READ | SONA debate dominated by electricity crisis
"And it will enable us to accelerate energy projects and limit regulatory requirements while maintaining rigorous environmental protections, procurement principles and technical standards."
However, the chief executive of Solidarity, Dirk Hermann, said the government itself was the cause of the electricity crisis.
He said:
"We do not have short memories either. We remember the abuse of power during the Covid-19 state of disaster and how disaster funds were looted. A state of disaster to deal with the electricity crisis is a disaster."
Hermann said a state of disaster was intended as a temporary intervention - and should only be used when no other option was available.
"This means that, if another legislative instrument is available to deal with this state of exception, it must be used," he said.
"All the measures announced in President Ramaphosa's SONA can be implemented by using other statutory instruments. If other instruments do exist, disaster legislation does not apply.
"If this state of disaster is allowed to continue, a dangerous precedent will be set. This could mean that South Africa will face a future of being a disaster democracy. Government failures, such as failure to deliver water and sewerage services, failing municipalities, the implosion of infrastructure and other problems can then also be managed by bypassing normal democratic processes by declaring a state of disaster. That was never the intention of disaster management legislation."
The organisation accused the government of having a "poor track record" with regard to disaster management.
Hermann said:
He said Covid-19 emergency funds became a source for looting, resulting in dozens of companies being implicated in fraud.
And, because of this, Hermann believed history would prove that disaster funds would, no doubt, again be looted during the electricity state of disaster.
"Only the naïve will think otherwise," he added.

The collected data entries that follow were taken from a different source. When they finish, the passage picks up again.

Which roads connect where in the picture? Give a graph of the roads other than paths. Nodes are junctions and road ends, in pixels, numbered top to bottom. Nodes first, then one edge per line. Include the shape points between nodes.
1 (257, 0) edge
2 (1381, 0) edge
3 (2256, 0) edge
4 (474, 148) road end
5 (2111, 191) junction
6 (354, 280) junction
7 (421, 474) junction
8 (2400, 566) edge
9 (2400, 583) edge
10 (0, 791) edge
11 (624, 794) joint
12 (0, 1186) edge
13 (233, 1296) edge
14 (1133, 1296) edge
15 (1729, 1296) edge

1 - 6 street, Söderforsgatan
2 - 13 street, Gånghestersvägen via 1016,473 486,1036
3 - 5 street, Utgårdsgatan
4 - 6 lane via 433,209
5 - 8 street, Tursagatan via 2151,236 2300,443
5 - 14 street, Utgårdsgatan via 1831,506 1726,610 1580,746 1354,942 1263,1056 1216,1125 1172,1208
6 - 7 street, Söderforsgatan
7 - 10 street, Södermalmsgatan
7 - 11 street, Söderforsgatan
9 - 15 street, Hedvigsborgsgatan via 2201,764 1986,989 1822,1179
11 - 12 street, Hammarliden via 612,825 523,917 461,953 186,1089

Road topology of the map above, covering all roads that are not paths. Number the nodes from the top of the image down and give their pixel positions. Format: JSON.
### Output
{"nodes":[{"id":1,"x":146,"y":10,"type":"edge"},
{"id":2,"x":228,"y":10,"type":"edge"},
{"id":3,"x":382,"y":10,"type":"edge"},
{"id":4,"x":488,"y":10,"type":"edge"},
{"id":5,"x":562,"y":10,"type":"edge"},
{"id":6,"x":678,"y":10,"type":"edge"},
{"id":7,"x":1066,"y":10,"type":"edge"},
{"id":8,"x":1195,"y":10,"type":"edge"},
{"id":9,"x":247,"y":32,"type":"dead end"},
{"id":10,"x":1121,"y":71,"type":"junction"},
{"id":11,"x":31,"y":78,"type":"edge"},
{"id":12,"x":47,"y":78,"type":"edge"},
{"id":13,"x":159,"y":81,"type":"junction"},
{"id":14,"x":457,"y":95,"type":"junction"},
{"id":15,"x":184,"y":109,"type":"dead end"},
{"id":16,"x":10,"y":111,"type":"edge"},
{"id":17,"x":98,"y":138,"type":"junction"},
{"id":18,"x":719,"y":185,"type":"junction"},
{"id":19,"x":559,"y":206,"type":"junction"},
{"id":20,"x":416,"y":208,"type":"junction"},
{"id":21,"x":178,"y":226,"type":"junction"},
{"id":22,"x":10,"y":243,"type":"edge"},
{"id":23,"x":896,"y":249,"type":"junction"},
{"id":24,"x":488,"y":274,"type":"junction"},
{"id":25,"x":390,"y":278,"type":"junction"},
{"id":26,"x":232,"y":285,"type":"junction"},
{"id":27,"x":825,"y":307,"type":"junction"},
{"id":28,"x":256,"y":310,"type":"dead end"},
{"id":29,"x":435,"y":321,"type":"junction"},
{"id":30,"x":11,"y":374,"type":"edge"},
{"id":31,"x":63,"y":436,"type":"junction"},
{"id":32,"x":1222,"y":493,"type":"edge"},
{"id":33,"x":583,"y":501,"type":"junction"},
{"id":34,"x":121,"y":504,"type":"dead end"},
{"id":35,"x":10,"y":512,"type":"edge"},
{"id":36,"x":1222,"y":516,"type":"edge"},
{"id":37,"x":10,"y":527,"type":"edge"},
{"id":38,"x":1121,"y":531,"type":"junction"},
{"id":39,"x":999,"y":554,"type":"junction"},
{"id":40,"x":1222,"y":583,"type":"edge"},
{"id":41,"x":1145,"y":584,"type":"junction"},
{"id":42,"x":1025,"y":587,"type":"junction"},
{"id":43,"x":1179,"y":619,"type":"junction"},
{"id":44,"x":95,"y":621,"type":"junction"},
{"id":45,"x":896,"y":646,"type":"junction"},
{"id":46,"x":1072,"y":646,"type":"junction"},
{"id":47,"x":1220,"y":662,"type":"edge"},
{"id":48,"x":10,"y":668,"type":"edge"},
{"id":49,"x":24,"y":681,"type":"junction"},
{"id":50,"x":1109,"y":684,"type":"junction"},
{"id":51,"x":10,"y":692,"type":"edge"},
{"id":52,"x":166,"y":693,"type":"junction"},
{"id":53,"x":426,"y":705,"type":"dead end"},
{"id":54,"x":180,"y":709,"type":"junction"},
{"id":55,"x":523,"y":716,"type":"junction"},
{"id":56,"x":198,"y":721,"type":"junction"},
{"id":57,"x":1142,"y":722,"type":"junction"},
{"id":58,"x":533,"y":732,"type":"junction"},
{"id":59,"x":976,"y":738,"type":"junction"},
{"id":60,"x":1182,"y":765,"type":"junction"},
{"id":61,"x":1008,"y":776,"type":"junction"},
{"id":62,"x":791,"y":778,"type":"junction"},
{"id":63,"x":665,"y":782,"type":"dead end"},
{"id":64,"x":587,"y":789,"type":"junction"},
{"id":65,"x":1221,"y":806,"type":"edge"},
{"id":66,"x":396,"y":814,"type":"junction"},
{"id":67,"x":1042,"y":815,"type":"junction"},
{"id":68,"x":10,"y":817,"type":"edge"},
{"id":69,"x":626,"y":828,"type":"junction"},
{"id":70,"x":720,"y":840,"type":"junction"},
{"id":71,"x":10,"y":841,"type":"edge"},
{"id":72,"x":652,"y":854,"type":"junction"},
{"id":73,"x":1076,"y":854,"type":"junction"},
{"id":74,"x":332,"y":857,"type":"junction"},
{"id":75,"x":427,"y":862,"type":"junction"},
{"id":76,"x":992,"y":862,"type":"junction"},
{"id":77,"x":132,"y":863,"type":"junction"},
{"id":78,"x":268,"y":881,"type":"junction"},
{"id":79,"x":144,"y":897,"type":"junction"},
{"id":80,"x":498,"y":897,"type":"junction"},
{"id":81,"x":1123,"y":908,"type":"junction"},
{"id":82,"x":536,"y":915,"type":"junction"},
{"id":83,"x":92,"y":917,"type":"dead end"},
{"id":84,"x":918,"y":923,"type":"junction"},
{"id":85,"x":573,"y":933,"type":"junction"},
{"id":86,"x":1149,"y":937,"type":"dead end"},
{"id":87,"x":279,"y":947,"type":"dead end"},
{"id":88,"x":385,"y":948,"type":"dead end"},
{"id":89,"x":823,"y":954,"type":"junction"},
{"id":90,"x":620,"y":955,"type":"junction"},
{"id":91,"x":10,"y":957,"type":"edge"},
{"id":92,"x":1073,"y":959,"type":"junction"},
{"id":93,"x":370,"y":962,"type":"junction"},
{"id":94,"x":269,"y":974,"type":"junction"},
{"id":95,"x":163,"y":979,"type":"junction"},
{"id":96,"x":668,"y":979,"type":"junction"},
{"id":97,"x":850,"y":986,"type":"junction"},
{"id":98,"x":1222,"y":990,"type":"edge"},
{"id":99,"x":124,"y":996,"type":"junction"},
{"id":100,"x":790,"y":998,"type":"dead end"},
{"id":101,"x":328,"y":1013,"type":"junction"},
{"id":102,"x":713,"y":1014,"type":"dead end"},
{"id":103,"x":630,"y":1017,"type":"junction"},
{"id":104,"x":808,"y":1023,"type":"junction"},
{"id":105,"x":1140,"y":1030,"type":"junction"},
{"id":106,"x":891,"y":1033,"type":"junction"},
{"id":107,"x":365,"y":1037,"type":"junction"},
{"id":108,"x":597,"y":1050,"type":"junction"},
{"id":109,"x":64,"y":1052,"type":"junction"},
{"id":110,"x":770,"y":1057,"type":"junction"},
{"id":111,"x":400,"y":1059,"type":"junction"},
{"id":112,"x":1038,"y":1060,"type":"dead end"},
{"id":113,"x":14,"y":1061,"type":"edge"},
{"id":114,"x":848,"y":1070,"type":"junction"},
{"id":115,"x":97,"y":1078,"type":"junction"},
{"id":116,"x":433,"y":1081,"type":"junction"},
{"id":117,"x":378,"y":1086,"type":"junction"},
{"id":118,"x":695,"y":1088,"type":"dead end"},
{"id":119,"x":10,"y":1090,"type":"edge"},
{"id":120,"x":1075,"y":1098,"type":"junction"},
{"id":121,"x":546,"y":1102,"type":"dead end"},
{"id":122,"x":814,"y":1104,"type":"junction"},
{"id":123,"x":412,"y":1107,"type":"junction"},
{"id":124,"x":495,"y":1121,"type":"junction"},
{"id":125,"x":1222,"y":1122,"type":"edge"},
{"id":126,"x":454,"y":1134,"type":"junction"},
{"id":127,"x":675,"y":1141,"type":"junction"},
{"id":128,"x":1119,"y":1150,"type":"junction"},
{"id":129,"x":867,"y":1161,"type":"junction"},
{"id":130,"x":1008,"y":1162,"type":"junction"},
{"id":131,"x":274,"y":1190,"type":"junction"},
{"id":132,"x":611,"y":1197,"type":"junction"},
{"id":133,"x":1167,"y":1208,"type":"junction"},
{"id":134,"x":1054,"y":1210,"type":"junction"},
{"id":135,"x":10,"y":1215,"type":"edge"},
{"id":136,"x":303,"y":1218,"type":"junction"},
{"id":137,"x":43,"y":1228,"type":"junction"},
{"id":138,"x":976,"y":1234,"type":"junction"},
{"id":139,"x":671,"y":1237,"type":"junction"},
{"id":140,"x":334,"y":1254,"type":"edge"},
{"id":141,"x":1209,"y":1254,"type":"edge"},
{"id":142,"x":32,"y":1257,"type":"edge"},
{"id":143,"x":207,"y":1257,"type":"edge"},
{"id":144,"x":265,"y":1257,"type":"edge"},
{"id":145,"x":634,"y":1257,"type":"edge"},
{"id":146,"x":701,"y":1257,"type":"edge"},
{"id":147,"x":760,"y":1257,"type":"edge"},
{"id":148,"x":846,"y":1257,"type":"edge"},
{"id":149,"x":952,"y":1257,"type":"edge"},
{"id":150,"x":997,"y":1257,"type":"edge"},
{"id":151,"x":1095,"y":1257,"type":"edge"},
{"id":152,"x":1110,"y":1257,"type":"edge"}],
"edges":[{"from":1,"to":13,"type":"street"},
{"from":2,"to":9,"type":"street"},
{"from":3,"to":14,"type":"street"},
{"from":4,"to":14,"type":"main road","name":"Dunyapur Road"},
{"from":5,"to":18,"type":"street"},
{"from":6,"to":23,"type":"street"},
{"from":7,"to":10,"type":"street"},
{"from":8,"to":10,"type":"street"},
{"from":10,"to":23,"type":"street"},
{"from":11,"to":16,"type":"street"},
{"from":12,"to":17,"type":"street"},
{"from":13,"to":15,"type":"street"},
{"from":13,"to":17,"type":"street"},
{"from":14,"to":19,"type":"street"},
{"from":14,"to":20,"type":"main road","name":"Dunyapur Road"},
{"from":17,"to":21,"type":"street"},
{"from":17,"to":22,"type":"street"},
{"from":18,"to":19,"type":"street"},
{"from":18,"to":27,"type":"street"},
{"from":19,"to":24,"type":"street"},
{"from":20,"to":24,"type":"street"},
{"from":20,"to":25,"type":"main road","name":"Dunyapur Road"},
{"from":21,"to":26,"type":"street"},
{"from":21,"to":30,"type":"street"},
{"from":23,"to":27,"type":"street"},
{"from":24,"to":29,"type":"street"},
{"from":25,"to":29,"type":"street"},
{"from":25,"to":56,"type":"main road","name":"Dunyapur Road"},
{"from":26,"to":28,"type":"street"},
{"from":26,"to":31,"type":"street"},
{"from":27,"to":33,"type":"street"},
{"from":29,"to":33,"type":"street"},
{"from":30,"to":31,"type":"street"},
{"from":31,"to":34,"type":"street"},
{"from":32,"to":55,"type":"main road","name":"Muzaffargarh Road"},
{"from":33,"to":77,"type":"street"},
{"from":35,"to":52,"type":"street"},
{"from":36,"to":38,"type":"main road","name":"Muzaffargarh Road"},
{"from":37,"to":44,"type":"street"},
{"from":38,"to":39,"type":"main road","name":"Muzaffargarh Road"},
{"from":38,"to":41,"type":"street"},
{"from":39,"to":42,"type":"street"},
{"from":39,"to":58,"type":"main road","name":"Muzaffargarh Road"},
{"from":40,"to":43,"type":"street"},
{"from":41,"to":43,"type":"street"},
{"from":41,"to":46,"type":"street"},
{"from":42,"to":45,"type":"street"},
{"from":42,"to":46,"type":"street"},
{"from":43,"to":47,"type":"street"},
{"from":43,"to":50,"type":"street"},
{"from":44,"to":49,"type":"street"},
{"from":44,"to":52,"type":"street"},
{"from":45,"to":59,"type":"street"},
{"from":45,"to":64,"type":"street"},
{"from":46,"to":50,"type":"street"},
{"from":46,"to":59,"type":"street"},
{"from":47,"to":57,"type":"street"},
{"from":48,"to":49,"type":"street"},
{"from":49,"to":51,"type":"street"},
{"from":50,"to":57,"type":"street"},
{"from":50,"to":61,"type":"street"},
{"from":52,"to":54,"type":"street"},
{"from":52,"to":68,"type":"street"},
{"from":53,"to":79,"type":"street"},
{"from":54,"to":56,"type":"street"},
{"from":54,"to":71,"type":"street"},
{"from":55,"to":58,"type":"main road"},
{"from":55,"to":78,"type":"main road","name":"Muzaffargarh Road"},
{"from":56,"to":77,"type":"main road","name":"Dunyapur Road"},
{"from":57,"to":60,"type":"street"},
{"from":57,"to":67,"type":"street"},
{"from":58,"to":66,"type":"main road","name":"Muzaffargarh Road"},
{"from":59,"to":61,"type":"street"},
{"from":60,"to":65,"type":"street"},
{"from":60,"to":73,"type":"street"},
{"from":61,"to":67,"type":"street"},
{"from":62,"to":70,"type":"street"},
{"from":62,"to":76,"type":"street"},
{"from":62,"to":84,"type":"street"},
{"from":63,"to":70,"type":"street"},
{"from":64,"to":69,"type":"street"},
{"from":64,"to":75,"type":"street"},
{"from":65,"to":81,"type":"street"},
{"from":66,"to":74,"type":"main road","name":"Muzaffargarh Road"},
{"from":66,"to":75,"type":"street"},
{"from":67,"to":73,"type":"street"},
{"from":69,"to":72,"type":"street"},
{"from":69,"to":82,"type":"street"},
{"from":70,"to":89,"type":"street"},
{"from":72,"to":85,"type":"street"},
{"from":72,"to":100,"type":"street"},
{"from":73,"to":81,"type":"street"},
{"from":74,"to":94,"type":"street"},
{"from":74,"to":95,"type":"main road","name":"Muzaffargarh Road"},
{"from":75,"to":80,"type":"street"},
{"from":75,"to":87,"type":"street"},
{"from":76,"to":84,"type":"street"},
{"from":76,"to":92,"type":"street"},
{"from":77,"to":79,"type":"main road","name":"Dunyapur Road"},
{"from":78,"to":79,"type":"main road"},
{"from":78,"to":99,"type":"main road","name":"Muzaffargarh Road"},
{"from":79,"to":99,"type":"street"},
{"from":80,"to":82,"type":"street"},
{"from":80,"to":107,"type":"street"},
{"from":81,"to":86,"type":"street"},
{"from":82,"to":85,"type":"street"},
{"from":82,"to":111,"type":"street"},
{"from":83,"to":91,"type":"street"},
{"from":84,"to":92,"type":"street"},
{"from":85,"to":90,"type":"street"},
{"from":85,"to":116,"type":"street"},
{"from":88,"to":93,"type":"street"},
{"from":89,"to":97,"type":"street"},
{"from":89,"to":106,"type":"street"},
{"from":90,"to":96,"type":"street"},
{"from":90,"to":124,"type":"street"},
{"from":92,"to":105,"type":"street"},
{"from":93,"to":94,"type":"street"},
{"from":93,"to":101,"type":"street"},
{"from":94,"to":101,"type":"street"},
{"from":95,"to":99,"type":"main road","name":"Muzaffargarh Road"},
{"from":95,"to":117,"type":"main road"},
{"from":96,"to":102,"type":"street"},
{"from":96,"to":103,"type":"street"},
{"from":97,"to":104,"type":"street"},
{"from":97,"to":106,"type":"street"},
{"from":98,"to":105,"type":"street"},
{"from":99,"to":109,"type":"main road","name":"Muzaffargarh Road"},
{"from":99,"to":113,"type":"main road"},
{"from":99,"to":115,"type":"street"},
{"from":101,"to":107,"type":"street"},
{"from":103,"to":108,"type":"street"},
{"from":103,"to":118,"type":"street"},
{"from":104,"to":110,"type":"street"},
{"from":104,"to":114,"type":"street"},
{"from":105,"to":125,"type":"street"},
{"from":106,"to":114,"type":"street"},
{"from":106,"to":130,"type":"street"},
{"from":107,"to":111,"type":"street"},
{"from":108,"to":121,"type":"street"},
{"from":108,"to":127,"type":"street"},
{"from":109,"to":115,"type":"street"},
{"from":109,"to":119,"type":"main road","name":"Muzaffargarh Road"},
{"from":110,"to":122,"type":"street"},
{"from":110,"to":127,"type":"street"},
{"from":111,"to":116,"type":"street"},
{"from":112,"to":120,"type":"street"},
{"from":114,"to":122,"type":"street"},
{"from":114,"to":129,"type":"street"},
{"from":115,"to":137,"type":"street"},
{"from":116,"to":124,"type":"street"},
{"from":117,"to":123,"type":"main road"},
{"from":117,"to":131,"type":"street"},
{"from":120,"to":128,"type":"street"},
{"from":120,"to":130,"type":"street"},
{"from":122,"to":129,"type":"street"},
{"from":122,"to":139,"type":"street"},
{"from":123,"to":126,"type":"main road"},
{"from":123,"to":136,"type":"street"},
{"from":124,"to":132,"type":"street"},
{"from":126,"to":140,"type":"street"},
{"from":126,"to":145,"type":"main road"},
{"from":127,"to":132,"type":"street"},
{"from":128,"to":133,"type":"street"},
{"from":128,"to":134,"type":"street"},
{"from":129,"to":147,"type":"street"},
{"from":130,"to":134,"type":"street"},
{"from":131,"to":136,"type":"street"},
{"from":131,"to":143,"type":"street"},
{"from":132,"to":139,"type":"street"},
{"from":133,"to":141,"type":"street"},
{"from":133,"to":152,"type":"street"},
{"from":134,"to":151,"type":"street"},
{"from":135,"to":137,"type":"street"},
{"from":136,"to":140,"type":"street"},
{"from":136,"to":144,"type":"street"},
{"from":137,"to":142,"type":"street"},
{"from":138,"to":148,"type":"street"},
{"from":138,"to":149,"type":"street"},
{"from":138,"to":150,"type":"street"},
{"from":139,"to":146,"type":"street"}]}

Meanwhile, the DA indicated it would also be going to court to challenge the state of disaster.
This was despite several previous statements during which the party seemingly called for a state of disaster.
On Thursday evening, DA leader John Steenhuisen said in his post-SONA statement: "In the absence of any real solutions to the permanent load shedding crisis created by the ANC, President Cyril Ramaphosa during his SONA address desperately grasped at the straw of a sweeping national state of disaster. The DA can confirm that we have already briefed our lawyers to challenge the announcement in court."